WORK REQUIRED ▸ Return every line from the one with "return img;" through the one with "351, 707, 706);", inclusive, exactly as it appears below.
*** EXTRACTED RECORDS ***
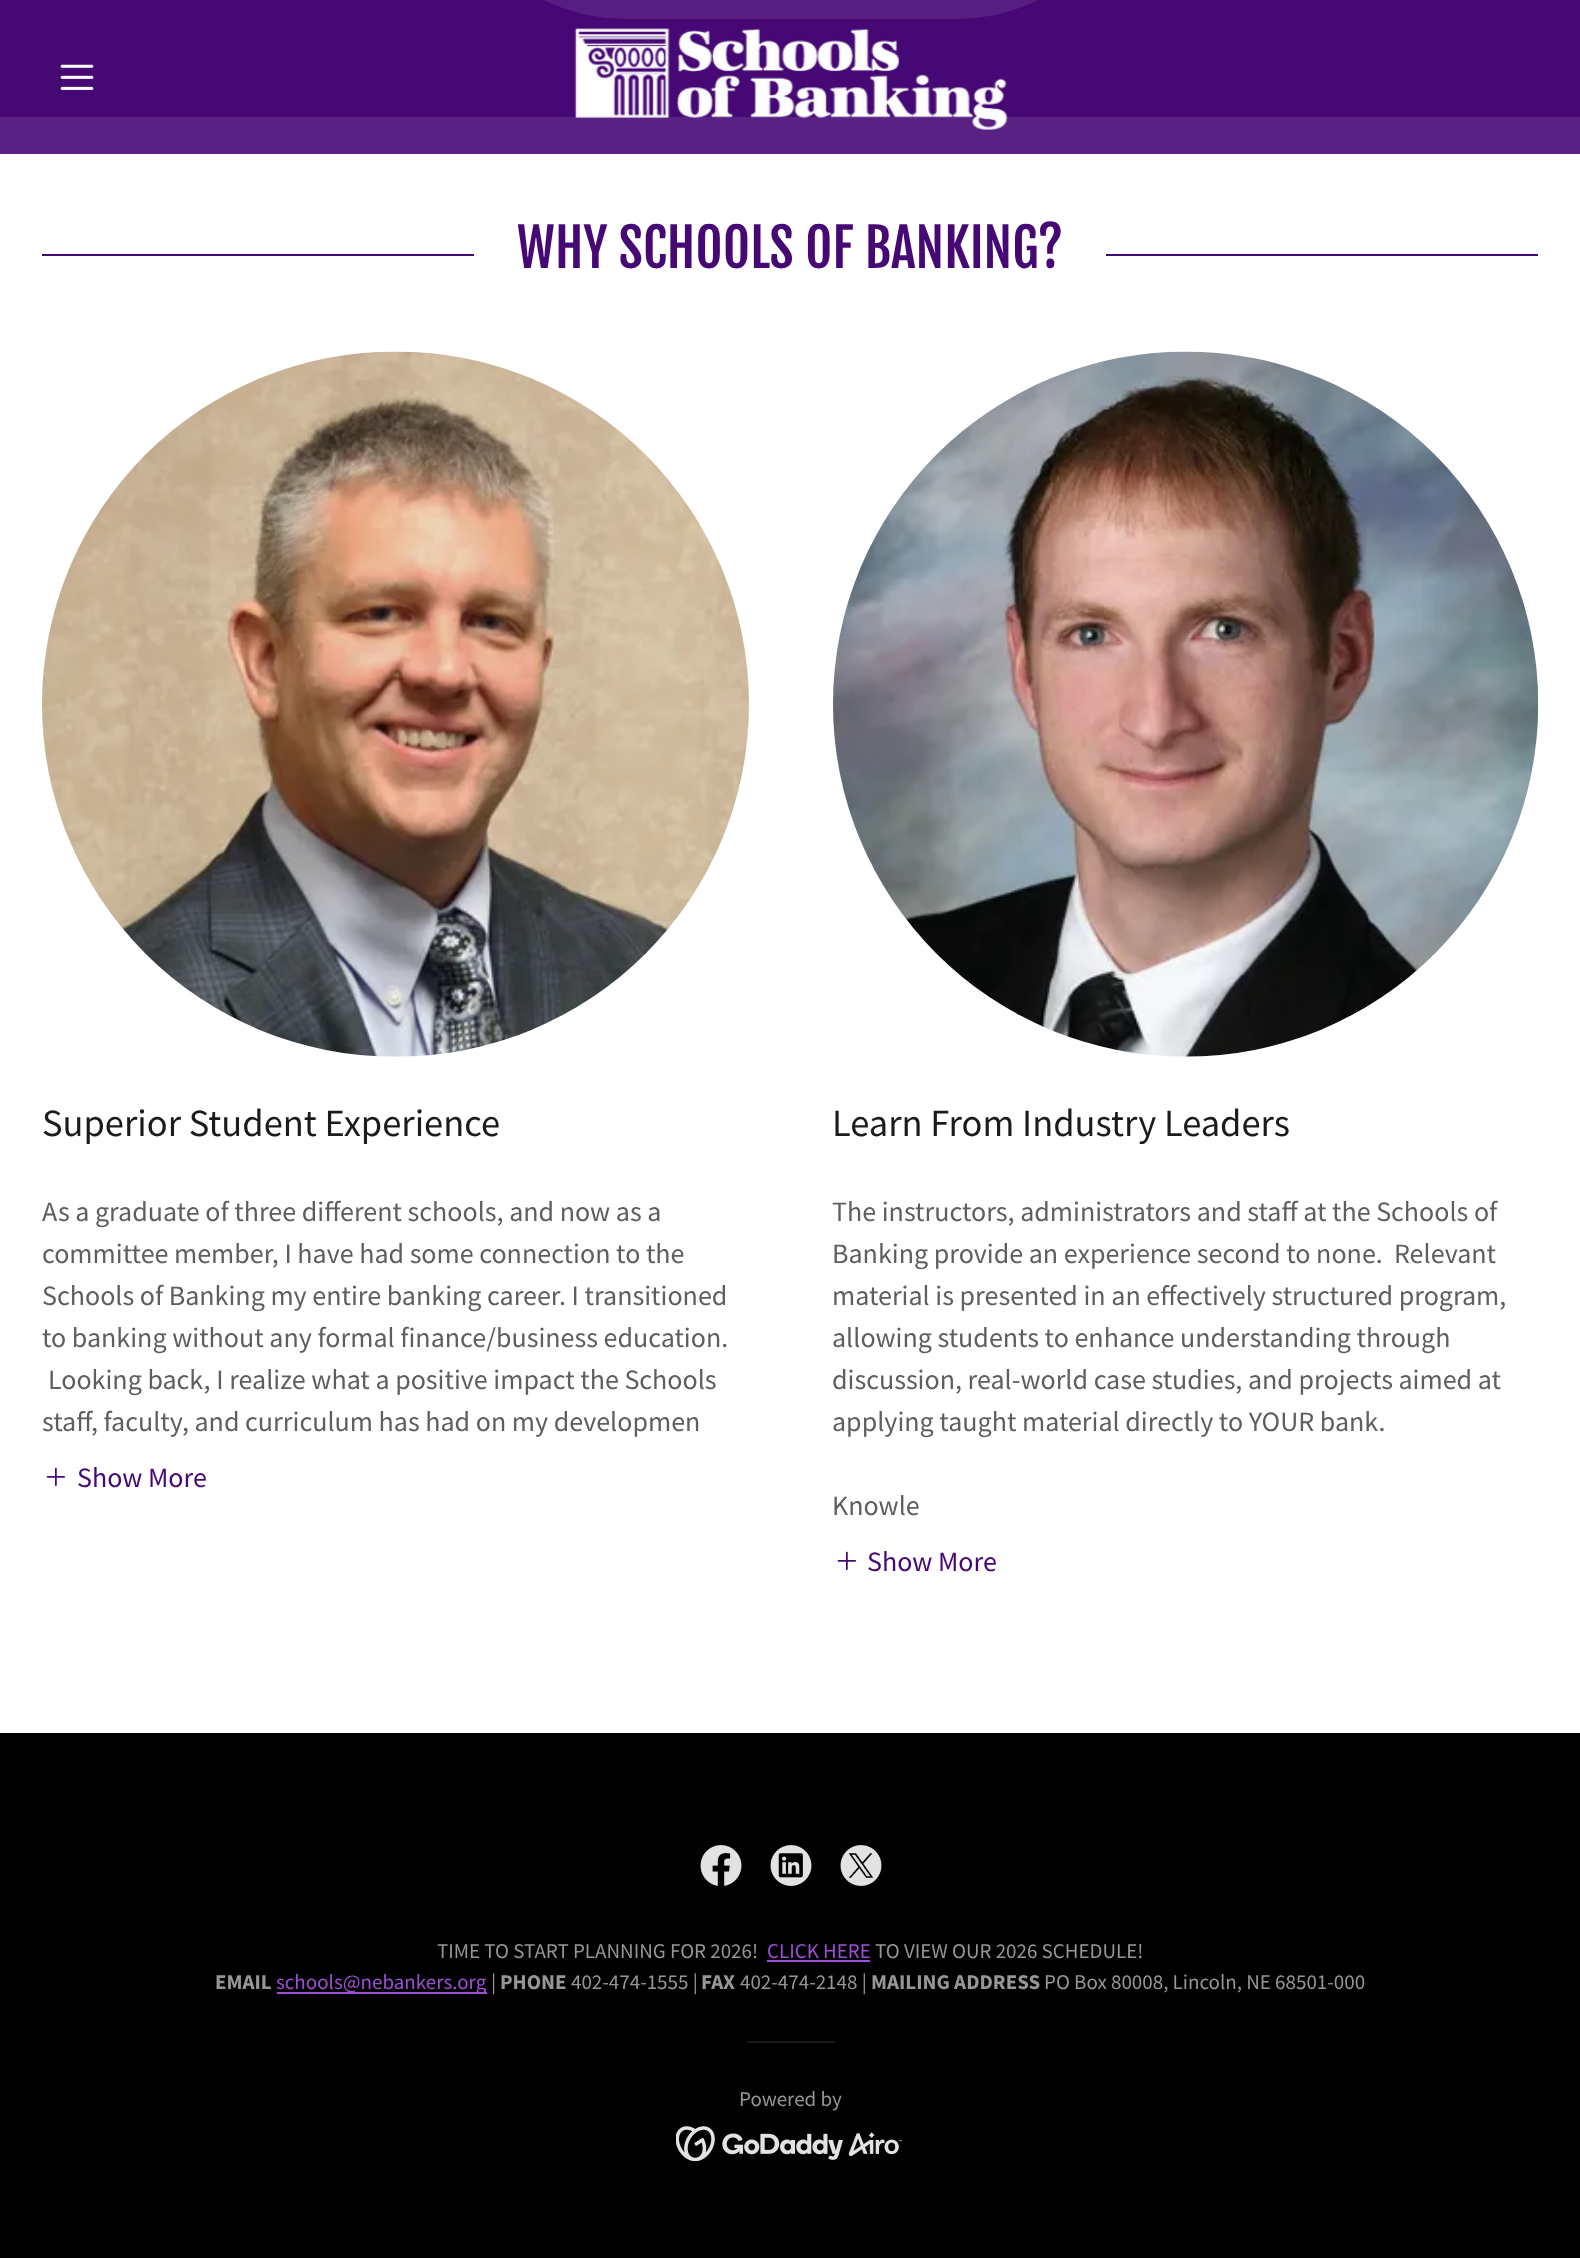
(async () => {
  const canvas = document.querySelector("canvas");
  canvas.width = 1580;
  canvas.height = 2258;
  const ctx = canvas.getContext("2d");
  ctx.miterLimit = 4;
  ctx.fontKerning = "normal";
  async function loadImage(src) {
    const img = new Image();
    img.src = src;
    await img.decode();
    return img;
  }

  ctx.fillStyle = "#000000";
  ctx.fillRect(0, 0, 1580, 2258);
  ctx.fillStyle = "#460874";
  ctx.fillRect(0, 0, 1580, 117);
  ctx.fillStyle = "#571e81";
  ctx.beginPath();
  ctx.roundRect(441, -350, 700, 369, 350);
  ctx.fill();
  ctx.drawImage(await loadImage("img/1.png"), 60, 64, 34, 26);
  ctx.fillStyle = "#592182";
  ctx.fillRect(0, 117, 1580, 37);
  ctx.drawImage(await loadImage("img/2.png"), 574, 28, 434, 102);
  for (const [x, y, w, h, color] of [
    [0, 154, 1580, 1579, "#ffffff"],
    [42, 254, 432, 2, "#460874"],
    [1106, 254, 432, 2, "#460874"],
  ]) {
    ctx.fillStyle = color;
    ctx.fillRect(x, y, w, h);
  }
  ctx.drawImage(await loadImage("img/3.png"), 42, 351, 707, 706);
  ctx.drawImage(await loadImage("img/4.png"), 46, 1467, 19, 19);
  ctx.drawImage(await loadImage("img/5.png"), 833, 351, 706, 706);
  ctx.drawImage(await loadImage("img/4.png"), 837, 1551, 19, 19);
  ctx.drawImage(await loadImage("img/6.png"), 700, 1845, 42, 41);
  ctx.drawImage(await loadImage("img/7.png"), 770, 1845, 42, 41);
  ctx.drawImage(await loadImage("img/8.png"), 840, 1845, 42, 41);
  for (const [x, y, w, h, color] of [
    [767, 1960, 103, 2, "#9d4fd6"],
    [277, 1992, 210, 2, "#9d4fd6"],
    [747, 2041, 88, 2, "#1b1b1b"],
  ]) {
    ctx.fillStyle = color;
    ctx.fillRect(x, y, w, h);
  }
  ctx.drawImage(await loadImage("img/9.png"), 676, 2126, 226, 35);
  ctx.font = "52.5px Fjalla One";
  ctx.fillStyle = "#460874";
  ctx.fillText("WHY SCHOOLS OF BANKING?", 517, 268);
  ctx.font = "38.5px Source Sans Pro";
  ctx.fillStyle = "#1b1b1b";
  ctx.fillText("Superior Student Experience", 42, 1136);
  ctx.font = "28px Source Sans Pro";
  ctx.fillStyle = "#5e5e5e";
  for (const [text, x, y] of [
    ["As a graduate of three different schools, and now as a", 42, 1221],
    ["committee member, I have had some connection to the", 42, 1263],
    ["Schools of Banking my entire banking career. I transitioned", 42, 1305],
    ["to banking without any formal finance/business education.", 42, 1347],
    ["Looking back, I realize what a positive impact the Schools", 48, 1389],
    ["staff, faculty, and curriculum has had on my developmen", 42, 1431],
  ]) {
    ctx.fillText(text, x, y);
  }
  ctx.fillStyle = "#460874";
  ctx.fillText("Show More", 77, 1487);
  ctx.font = "38.5px Source Sans Pro";
  ctx.fillStyle = "#1b1b1b";
  ctx.fillText("Learn From Industry Leaders", 832, 1136);
  ctx.font = "28px Source Sans Pro";
  ctx.fillStyle = "#5e5e5e";
  for (const [text, x, y] of [
    ["The instructors, administrators and staff at the Schools of", 832, 1221],
    ["Banking provide an experience second to none.  Relevant", 832, 1263],
    ["material is presented in an effectively structured program,", 832, 1305],
    ["allowing students to enhance understanding through", 832, 1347],
    ["discussion, real-world case studies, and projects aimed at", 832, 1389],
    ["applying taught material directly to YOUR bank.", 832, 1431],
    ["Knowle", 832, 1515],
  ]) {
    ctx.fillText(text, x, y);
  }
  ctx.fillStyle = "#460874";
  ctx.fillText("Show More", 867, 1571);
  ctx.font = "21px Source Sans Pro";
  ctx.fillStyle = "#969696";
  ctx.fillText("TIME TO START PLANNING FOR 2026!", 437, 1958);
  ctx.fillStyle = "#9d4fd6";
  ctx.fillText("CLICK HERE", 767, 1958);
  ctx.fillStyle = "#969696";
  ctx.fillText("TO VIEW OUR 2026 SCHEDULE!", 875, 1958);
  ctx.font = "bold 21px Source Sans Pro";
  ctx.fillText("EMAIL", 215, 1989);
  ctx.font = "21px Source Sans Pro";
  ctx.fillStyle = "#9d4fd6";
  ctx.fillText("schools@nebankers.org", 276, 1989);
  ctx.fillStyle = "#969696";
  ctx.fillText("|", 491, 1989);
  ctx.font = "bold 21px Source Sans Pro";
  ctx.fillText("PHONE", 500, 1989);
  ctx.font = "21px Source Sans Pro";
  ctx.fillText("402-474-1555 |", 571, 1989);
  ctx.font = "bold 21px Source Sans Pro";
  ctx.fillText("FAX", 701, 1989);
  ctx.font = "21px Source Sans Pro";
  ctx.fillText("402-474-2148 |", 740, 1989);
  ctx.font = "bold 21px Source Sans Pro";
  ctx.fillText("MAILING ADDRESS", 871, 1989);
  ctx.font = "21px Source Sans Pro";
  ctx.fillText("PO Box 80008, Lincoln, NE 68501-000", 1044, 1989);
  ctx.fillText("Powered by", 739, 2106);
})();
*** End of EXTRACTED RECORDS ***
RESULT BELOW ▸
    return img;
  }

  ctx.fillStyle = "#000000";
  ctx.fillRect(0, 0, 1580, 2258);
  ctx.fillStyle = "#460874";
  ctx.fillRect(0, 0, 1580, 117);
  ctx.fillStyle = "#571e81";
  ctx.beginPath();
  ctx.roundRect(441, -350, 700, 369, 350);
  ctx.fill();
  ctx.drawImage(await loadImage("img/1.png"), 60, 64, 34, 26);
  ctx.fillStyle = "#592182";
  ctx.fillRect(0, 117, 1580, 37);
  ctx.drawImage(await loadImage("img/2.png"), 574, 28, 434, 102);
  for (const [x, y, w, h, color] of [
    [0, 154, 1580, 1579, "#ffffff"],
    [42, 254, 432, 2, "#460874"],
    [1106, 254, 432, 2, "#460874"],
  ]) {
    ctx.fillStyle = color;
    ctx.fillRect(x, y, w, h);
  }
  ctx.drawImage(await loadImage("img/3.png"), 42, 351, 707, 706);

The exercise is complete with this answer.